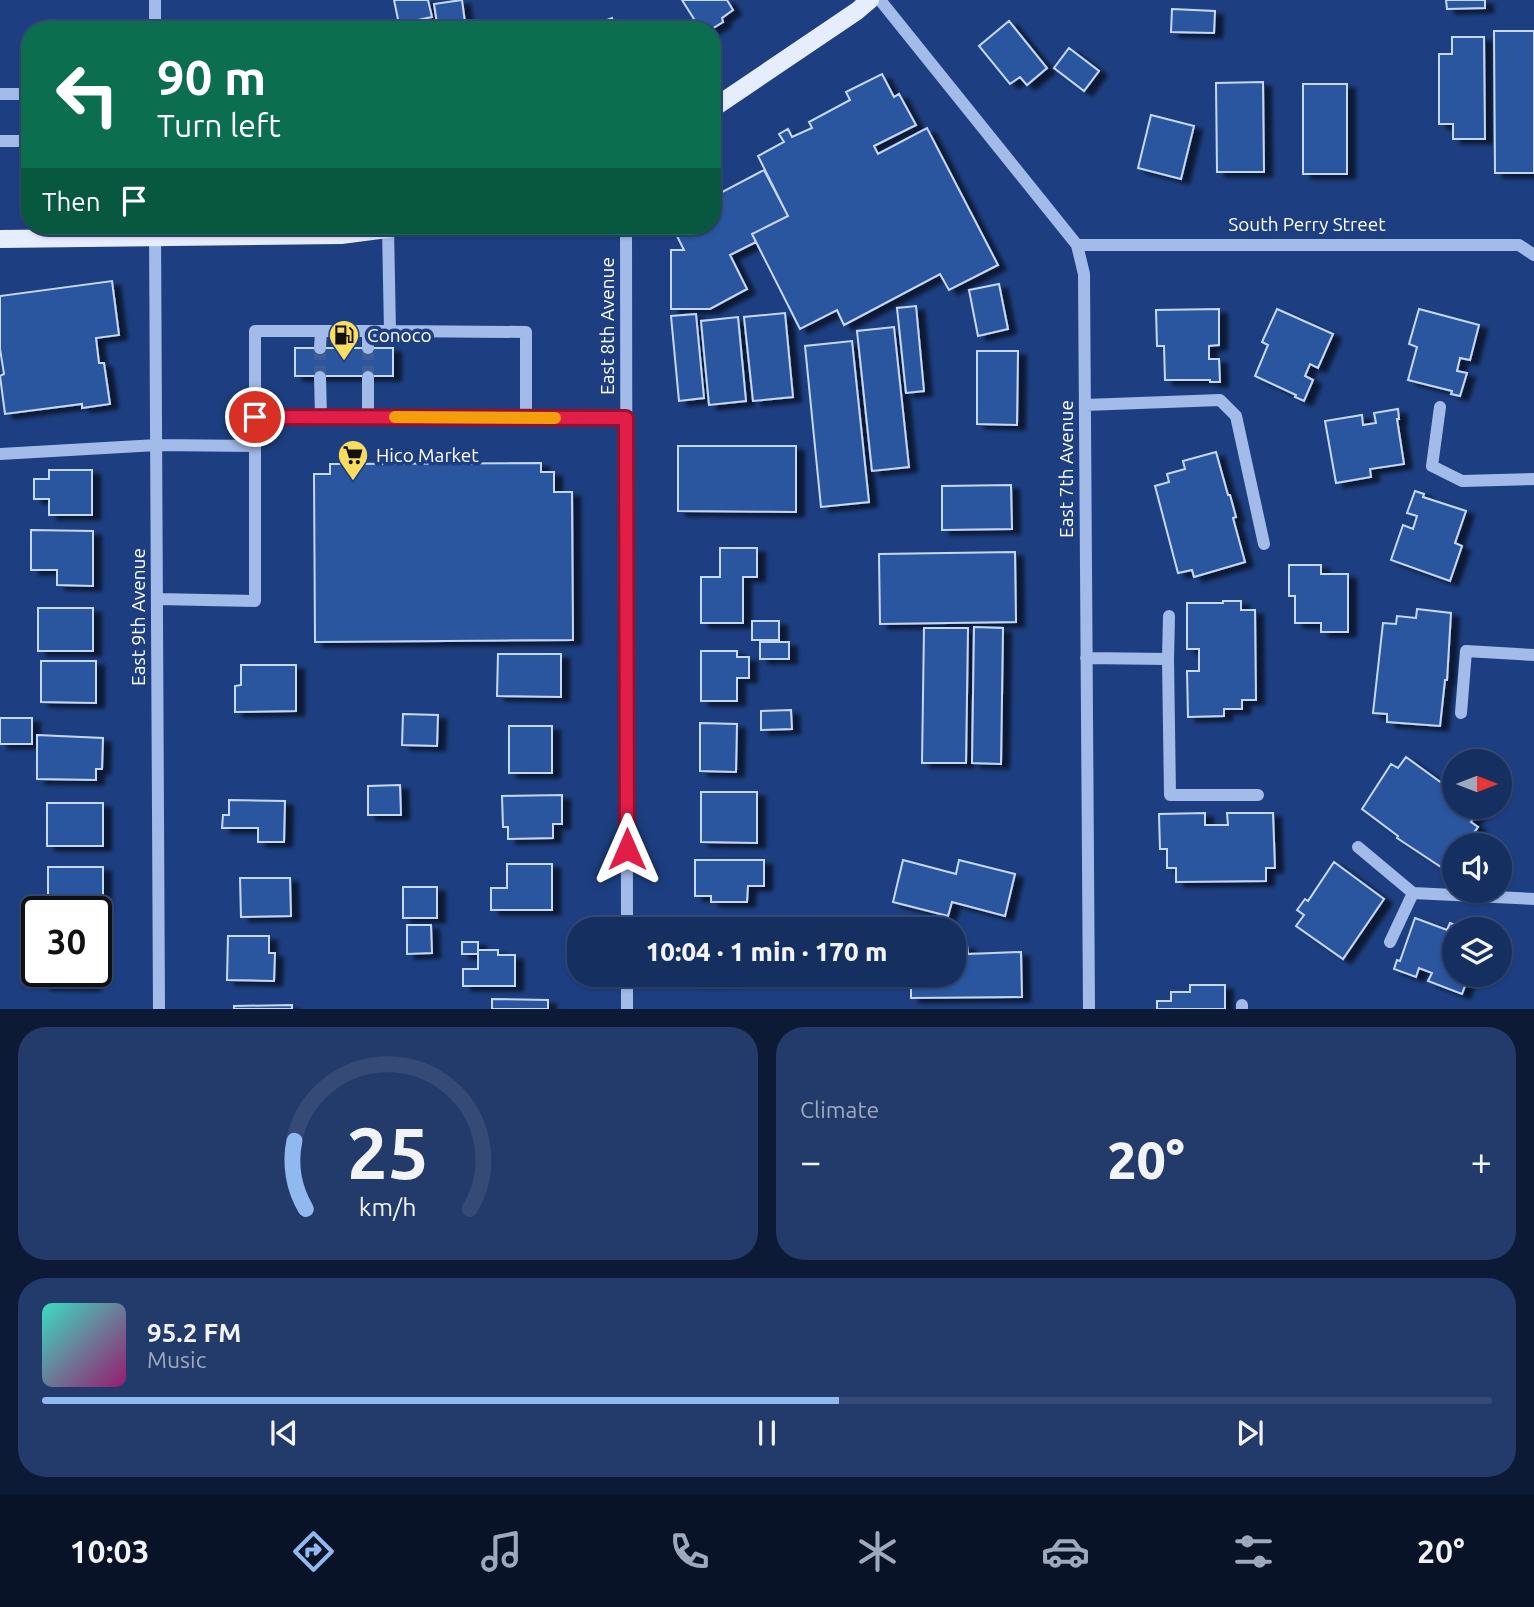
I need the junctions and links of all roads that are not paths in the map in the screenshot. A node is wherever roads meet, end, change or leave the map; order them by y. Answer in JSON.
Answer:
{"nodes":[{"id":1,"x":155,"y":0,"type":"edge"},
{"id":2,"x":870,"y":0,"type":"edge"},
{"id":3,"x":880,"y":0,"type":"edge"},
{"id":4,"x":155,"y":21,"type":"edge"},
{"id":5,"x":0,"y":94,"type":"edge"},
{"id":6,"x":21,"y":94,"type":"edge"},
{"id":7,"x":721,"y":102,"type":"edge"},
{"id":8,"x":0,"y":141,"type":"edge"},
{"id":9,"x":21,"y":141,"type":"edge"},
{"id":10,"x":89,"y":235,"type":"edge"},
{"id":11,"x":155,"y":235,"type":"edge"},
{"id":12,"x":388,"y":235,"type":"edge"},
{"id":13,"x":626,"y":235,"type":"edge"},
{"id":14,"x":0,"y":239,"type":"edge"},
{"id":15,"x":1077,"y":245,"type":"junction"},
{"id":16,"x":1534,"y":255,"type":"edge"},
{"id":17,"x":321,"y":331,"type":"junction"},
{"id":18,"x":368,"y":331,"type":"junction"},
{"id":19,"x":390,"y":331,"type":"junction"},
{"id":20,"x":320,"y":348,"type":"tunnel mouth"},
{"id":21,"x":368,"y":348,"type":"tunnel mouth"},
{"id":22,"x":320,"y":377,"type":"tunnel mouth"},
{"id":23,"x":368,"y":377,"type":"tunnel mouth"},
{"id":24,"x":1085,"y":405,"type":"junction"},
{"id":25,"x":1440,"y":407,"type":"dead end"},
{"id":26,"x":255,"y":417,"type":"junction"},
{"id":27,"x":321,"y":417,"type":"junction"},
{"id":28,"x":368,"y":417,"type":"junction"},
{"id":29,"x":526,"y":418,"type":"junction"},
{"id":30,"x":626,"y":418,"type":"junction"},
{"id":31,"x":157,"y":445,"type":"junction"},
{"id":32,"x":255,"y":446,"type":"junction"},
{"id":33,"x":0,"y":454,"type":"edge"},
{"id":34,"x":1534,"y":479,"type":"edge"},
{"id":35,"x":1264,"y":544,"type":"dead end"},
{"id":36,"x":157,"y":600,"type":"junction"},
{"id":37,"x":1169,"y":616,"type":"dead end"},
{"id":38,"x":1534,"y":654,"type":"edge"},
{"id":39,"x":1086,"y":658,"type":"junction"},
{"id":40,"x":1168,"y":659,"type":"junction"},
{"id":41,"x":1461,"y":713,"type":"dead end"},
{"id":42,"x":1258,"y":795,"type":"dead end"},
{"id":43,"x":1358,"y":847,"type":"dead end"},
{"id":44,"x":1413,"y":893,"type":"junction"},
{"id":45,"x":1534,"y":899,"type":"edge"},
{"id":46,"x":627,"y":917,"type":"edge"},
{"id":47,"x":1390,"y":942,"type":"dead end"},
{"id":48,"x":627,"y":987,"type":"edge"},
{"id":49,"x":159,"y":1009,"type":"edge"},
{"id":50,"x":627,"y":1009,"type":"edge"},
{"id":51,"x":1089,"y":1009,"type":"edge"}],
"edges":[{"from":1,"to":4,"type":"street"},
{"from":2,"to":7,"type":"main road"},
{"from":3,"to":15,"type":"street","name":"East 7th Avenue"},
{"from":5,"to":6,"type":"street"},
{"from":8,"to":9,"type":"street"},
{"from":10,"to":14,"type":"main road"},
{"from":11,"to":31,"type":"street","name":"East 9th Avenue"},
{"from":12,"to":19,"type":"street"},
{"from":13,"to":30,"type":"street","name":"East 8th Avenue"},
{"from":15,"to":16,"type":"street","name":"South Perry Street"},
{"from":15,"to":24,"type":"street","name":"East 7th Avenue"},
{"from":17,"to":18,"type":"street"},
{"from":17,"to":20,"type":"street"},
{"from":17,"to":26,"type":"street"},
{"from":18,"to":19,"type":"street"},
{"from":18,"to":21,"type":"street"},
{"from":19,"to":29,"type":"street"},
{"from":22,"to":27,"type":"street"},
{"from":23,"to":28,"type":"street"},
{"from":24,"to":35,"type":"street"},
{"from":24,"to":39,"type":"street","name":"East 7th Avenue"},
{"from":25,"to":34,"type":"street"},
{"from":26,"to":27,"type":"street"},
{"from":26,"to":32,"type":"street"},
{"from":27,"to":28,"type":"street"},
{"from":28,"to":29,"type":"street"},
{"from":29,"to":30,"type":"street"},
{"from":30,"to":46,"type":"street","name":"East 8th Avenue"},
{"from":31,"to":32,"type":"street"},
{"from":31,"to":33,"type":"street"},
{"from":31,"to":36,"type":"street","name":"East 9th Avenue"},
{"from":32,"to":36,"type":"street"},
{"from":36,"to":49,"type":"street","name":"East 9th Avenue"},
{"from":37,"to":40,"type":"street"},
{"from":38,"to":41,"type":"street"},
{"from":39,"to":40,"type":"street"},
{"from":39,"to":51,"type":"street","name":"East 7th Avenue"},
{"from":40,"to":42,"type":"street"},
{"from":43,"to":44,"type":"street"},
{"from":44,"to":45,"type":"street"},
{"from":44,"to":47,"type":"street"},
{"from":48,"to":50,"type":"street"}]}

== Work item ==
The entries above are to be reproduced exactly, with the pictures dropped.

== Solution for this problem ==
I need the junctions and links of all roads that are not paths in the map in the screenshot. A node is wherever roads meet, end, change or leave the map; order them by y. Answer in JSON.
Answer:
{"nodes":[{"id":1,"x":155,"y":0,"type":"edge"},
{"id":2,"x":870,"y":0,"type":"edge"},
{"id":3,"x":880,"y":0,"type":"edge"},
{"id":4,"x":155,"y":21,"type":"edge"},
{"id":5,"x":0,"y":94,"type":"edge"},
{"id":6,"x":21,"y":94,"type":"edge"},
{"id":7,"x":721,"y":102,"type":"edge"},
{"id":8,"x":0,"y":141,"type":"edge"},
{"id":9,"x":21,"y":141,"type":"edge"},
{"id":10,"x":89,"y":235,"type":"edge"},
{"id":11,"x":155,"y":235,"type":"edge"},
{"id":12,"x":388,"y":235,"type":"edge"},
{"id":13,"x":626,"y":235,"type":"edge"},
{"id":14,"x":0,"y":239,"type":"edge"},
{"id":15,"x":1077,"y":245,"type":"junction"},
{"id":16,"x":1534,"y":255,"type":"edge"},
{"id":17,"x":321,"y":331,"type":"junction"},
{"id":18,"x":368,"y":331,"type":"junction"},
{"id":19,"x":390,"y":331,"type":"junction"},
{"id":20,"x":320,"y":348,"type":"tunnel mouth"},
{"id":21,"x":368,"y":348,"type":"tunnel mouth"},
{"id":22,"x":320,"y":377,"type":"tunnel mouth"},
{"id":23,"x":368,"y":377,"type":"tunnel mouth"},
{"id":24,"x":1085,"y":405,"type":"junction"},
{"id":25,"x":1440,"y":407,"type":"dead end"},
{"id":26,"x":255,"y":417,"type":"junction"},
{"id":27,"x":321,"y":417,"type":"junction"},
{"id":28,"x":368,"y":417,"type":"junction"},
{"id":29,"x":526,"y":418,"type":"junction"},
{"id":30,"x":626,"y":418,"type":"junction"},
{"id":31,"x":157,"y":445,"type":"junction"},
{"id":32,"x":255,"y":446,"type":"junction"},
{"id":33,"x":0,"y":454,"type":"edge"},
{"id":34,"x":1534,"y":479,"type":"edge"},
{"id":35,"x":1264,"y":544,"type":"dead end"},
{"id":36,"x":157,"y":600,"type":"junction"},
{"id":37,"x":1169,"y":616,"type":"dead end"},
{"id":38,"x":1534,"y":654,"type":"edge"},
{"id":39,"x":1086,"y":658,"type":"junction"},
{"id":40,"x":1168,"y":659,"type":"junction"},
{"id":41,"x":1461,"y":713,"type":"dead end"},
{"id":42,"x":1258,"y":795,"type":"dead end"},
{"id":43,"x":1358,"y":847,"type":"dead end"},
{"id":44,"x":1413,"y":893,"type":"junction"},
{"id":45,"x":1534,"y":899,"type":"edge"},
{"id":46,"x":627,"y":917,"type":"edge"},
{"id":47,"x":1390,"y":942,"type":"dead end"},
{"id":48,"x":627,"y":987,"type":"edge"},
{"id":49,"x":159,"y":1009,"type":"edge"},
{"id":50,"x":627,"y":1009,"type":"edge"},
{"id":51,"x":1089,"y":1009,"type":"edge"}],
"edges":[{"from":1,"to":4,"type":"street"},
{"from":2,"to":7,"type":"main road"},
{"from":3,"to":15,"type":"street","name":"East 7th Avenue"},
{"from":5,"to":6,"type":"street"},
{"from":8,"to":9,"type":"street"},
{"from":10,"to":14,"type":"main road"},
{"from":11,"to":31,"type":"street","name":"East 9th Avenue"},
{"from":12,"to":19,"type":"street"},
{"from":13,"to":30,"type":"street","name":"East 8th Avenue"},
{"from":15,"to":16,"type":"street","name":"South Perry Street"},
{"from":15,"to":24,"type":"street","name":"East 7th Avenue"},
{"from":17,"to":18,"type":"street"},
{"from":17,"to":20,"type":"street"},
{"from":17,"to":26,"type":"street"},
{"from":18,"to":19,"type":"street"},
{"from":18,"to":21,"type":"street"},
{"from":19,"to":29,"type":"street"},
{"from":22,"to":27,"type":"street"},
{"from":23,"to":28,"type":"street"},
{"from":24,"to":35,"type":"street"},
{"from":24,"to":39,"type":"street","name":"East 7th Avenue"},
{"from":25,"to":34,"type":"street"},
{"from":26,"to":27,"type":"street"},
{"from":26,"to":32,"type":"street"},
{"from":27,"to":28,"type":"street"},
{"from":28,"to":29,"type":"street"},
{"from":29,"to":30,"type":"street"},
{"from":30,"to":46,"type":"street","name":"East 8th Avenue"},
{"from":31,"to":32,"type":"street"},
{"from":31,"to":33,"type":"street"},
{"from":31,"to":36,"type":"street","name":"East 9th Avenue"},
{"from":32,"to":36,"type":"street"},
{"from":36,"to":49,"type":"street","name":"East 9th Avenue"},
{"from":37,"to":40,"type":"street"},
{"from":38,"to":41,"type":"street"},
{"from":39,"to":40,"type":"street"},
{"from":39,"to":51,"type":"street","name":"East 7th Avenue"},
{"from":40,"to":42,"type":"street"},
{"from":43,"to":44,"type":"street"},
{"from":44,"to":45,"type":"street"},
{"from":44,"to":47,"type":"street"},
{"from":48,"to":50,"type":"street"}]}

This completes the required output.